Zvents Releases Open Source Cluster Database Based on Google
An anonymous reader writes "Local search engine company, Zvents, has released an open source distributed data storage system based on Google's released design specs. 'The new software, Hypertable, is designed to scale to 1000 nodes, all commodity PCs [...] The Google database design on which Hypertable is based, Bigtable, attracted a lot of developer buzz and a "Best Paper" award from the USENIX Association for "Bigtable: A Distributed Storage System for Structured Data" a 2006 publication from nine Google researchers including Fay Chang, Jeffrey Dean, and Sanjay Ghemawat. Google's Bigtable uses the company's in-house Google File System for storage.'"
..designed to scale to 1000 nodes, all commodity PCs... I'm just curious if anyone has had any experiance with these types of systems using commodity PCs, how is performance and does how well does it scale as you increase the amount of nodes?I'm sick of following my dreams.

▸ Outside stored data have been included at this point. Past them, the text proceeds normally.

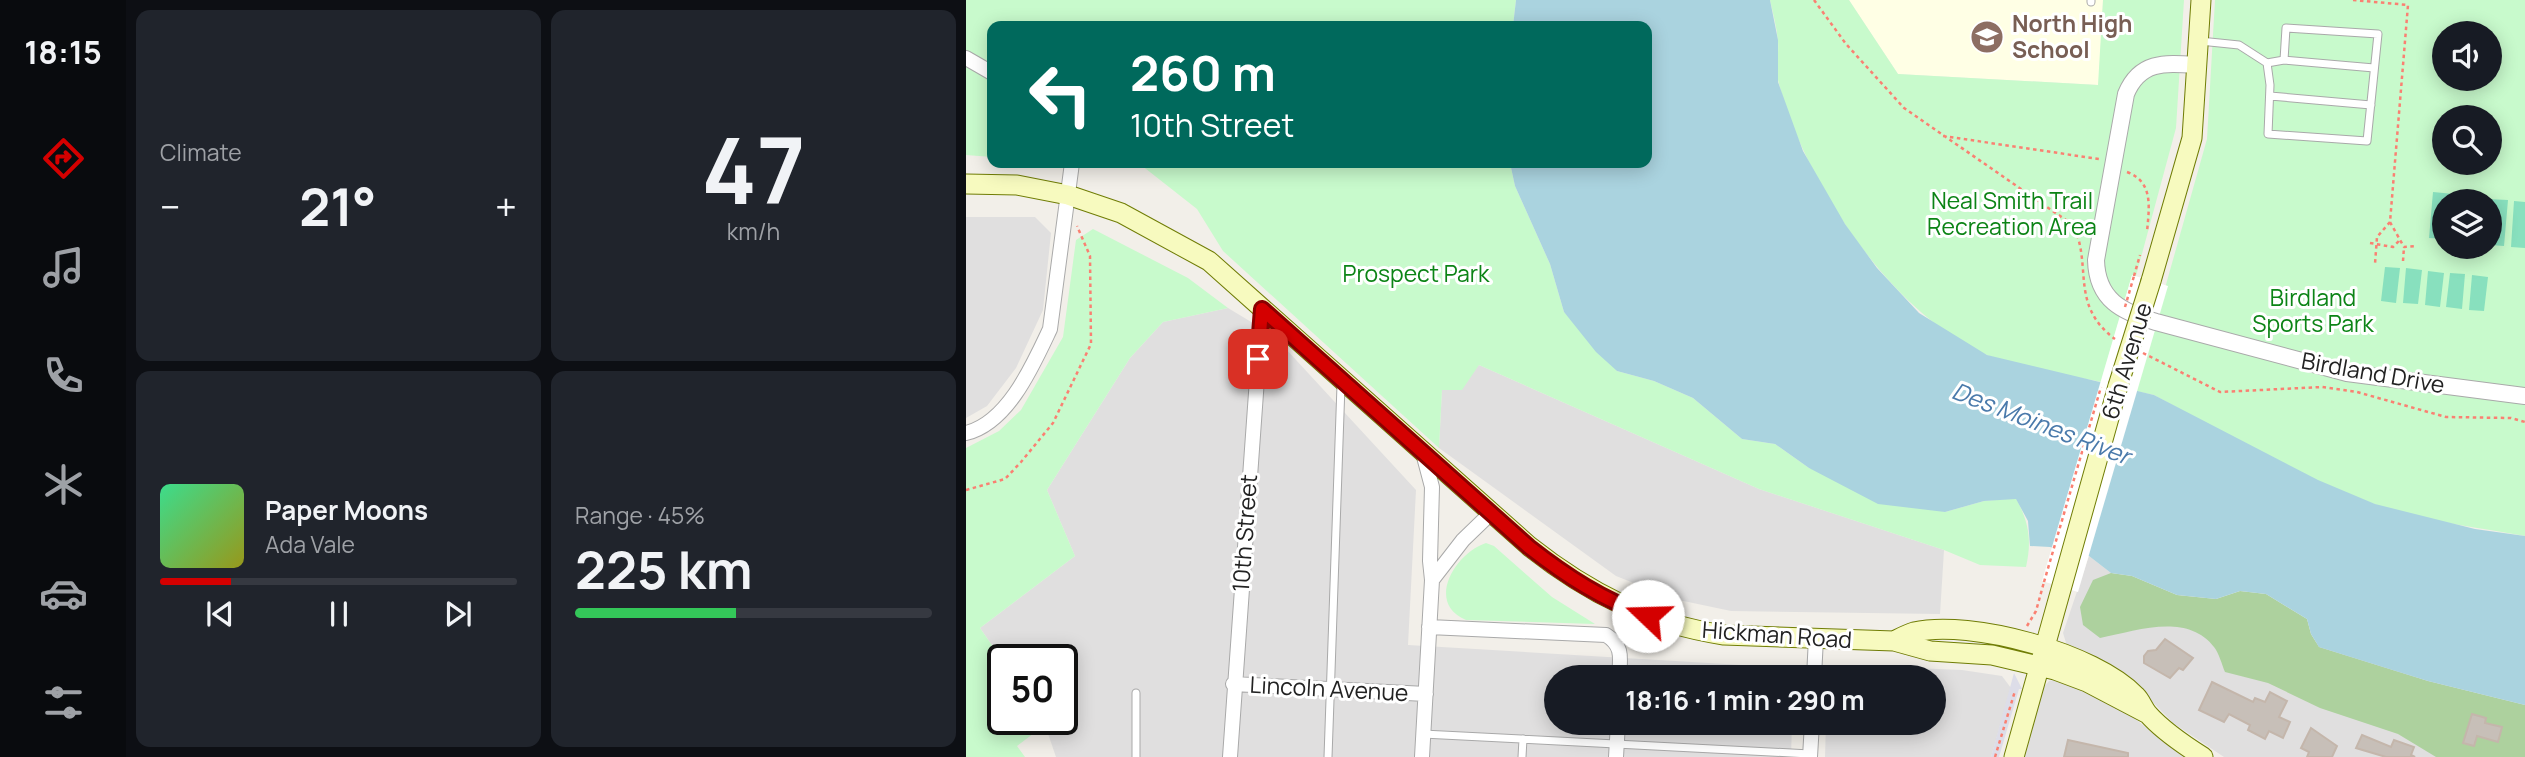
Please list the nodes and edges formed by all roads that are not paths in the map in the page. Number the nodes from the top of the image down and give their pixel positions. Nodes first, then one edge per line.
1 (2201, 0) edge
2 (2199, 41) junction
3 (966, 58) edge
4 (2284, 60) junction
5 (2267, 63) junction
6 (2198, 65) junction
7 (2374, 68) junction
8 (987, 70) edge
9 (2270, 96) junction
10 (2371, 105) junction
11 (1071, 168) edge
12 (966, 184) edge
13 (1066, 205) junction
14 (1262, 309) junction
15 (1341, 381) junction
16 (2525, 396) edge
17 (966, 433) edge
18 (1423, 453) junction
19 (1491, 513) junction
20 (1432, 580) junction
21 (1429, 627) junction
22 (1816, 638) junction
23 (1894, 641) junction
24 (2044, 646) junction
25 (1619, 665) edge
26 (1815, 665) edge
27 (2039, 666) junction
28 (1233, 684) junction
29 (1331, 689) junction
30 (1136, 693) dead end
31 (1426, 694) junction
32 (2148, 713) junction
33 (1423, 734) junction
34 (1811, 735) edge
35 (1523, 739) junction
36 (1616, 750) edge
37 (1711, 753) edge
38 (1810, 756) edge
39 (1136, 757) edge
40 (1230, 757) edge
41 (1328, 757) edge
42 (1422, 757) edge
43 (1522, 757) edge
44 (2014, 757) edge
45 (2203, 757) edge

1 - 2 main road, 6th Avenue
2 - 5 lane
2 - 6 main road, 6th Avenue
3 - 8 street
4 - 5 lane
4 - 7 lane
4 - 7 lane
5 - 9 lane
6 - 16 street, Birdland Drive
6 - 24 main road, 6th Avenue, bridge
7 - 10 lane
9 - 10 lane
9 - 10 lane
11 - 13 street
12 - 13 main road, Hickman Road
13 - 14 main road, Hickman Road
13 - 17 street
14 - 15 main road, Hickman Road
14 - 28 street, 10th Street
15 - 18 main road, Hickman Road
15 - 29 lane
18 - 19 main road, Hickman Road
18 - 20 street
19 - 20 street
19 - 22 main road, Hickman Road
20 - 21 street
21 - 25 street
21 - 31 street
22 - 23 main road, Hickman Road
22 - 26 street
23 - 24 main road, Hickman Road
23 - 27 main road, Hickman Road
24 - 27 main road, 6th Avenue
24 - 32 main road, Hickman Road
27 - 32 main road, Hickman Road
27 - 44 main road, 6th Avenue
28 - 29 street, Lincoln Avenue
28 - 40 street, 10th Street
29 - 31 street, Lincoln Avenue
29 - 41 lane
30 - 39 lane
31 - 33 street
32 - 45 main road
33 - 35 lane
33 - 42 street
34 - 38 street
35 - 36 lane
35 - 43 lane
36 - 37 lane
37 - 38 lane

I'm just going to ask where they're goin' and hook up with 'em later.
i've been interested in this question for the last few years. how much do people value the ability to use a relational language and transactional consistency, or for most of these uses are these things just historical artifacts?
This is a classic column-orientated DBMS, ala Sybase. You use these for data warehousing since they are optimized for read queries and not transactions. Stuff like Google search queries. It also allows you to quickly build cubes of data across a timeline, since you have data in columns instead of rows.
IE:
a,b,c,d,e; 1,2,3,4,5,6; a,b,c,d,e;
instead of:
a, 1, a;
b, 2, b;
c, 3, c;
d, 4, d;
e, 5, e;
A cube using the time dimension would look like:
01:01:01; a,b,c,d,e; 1,2,3,4,5; a,b,c,d,e;
01:01:02; a,b,c,d,e; 1,2,6,4,5; a,b,c,d,e;
It's pretty difficult to do the same thing with row-based DBMS. However, you can see that doing an insert is going to be costly.. This looks like a pretty good try, I know there were some other projects going to try to replicate what BigTable does. And after hearing that IBM story the other day about one computer running the entire internet, I started thinking about Google.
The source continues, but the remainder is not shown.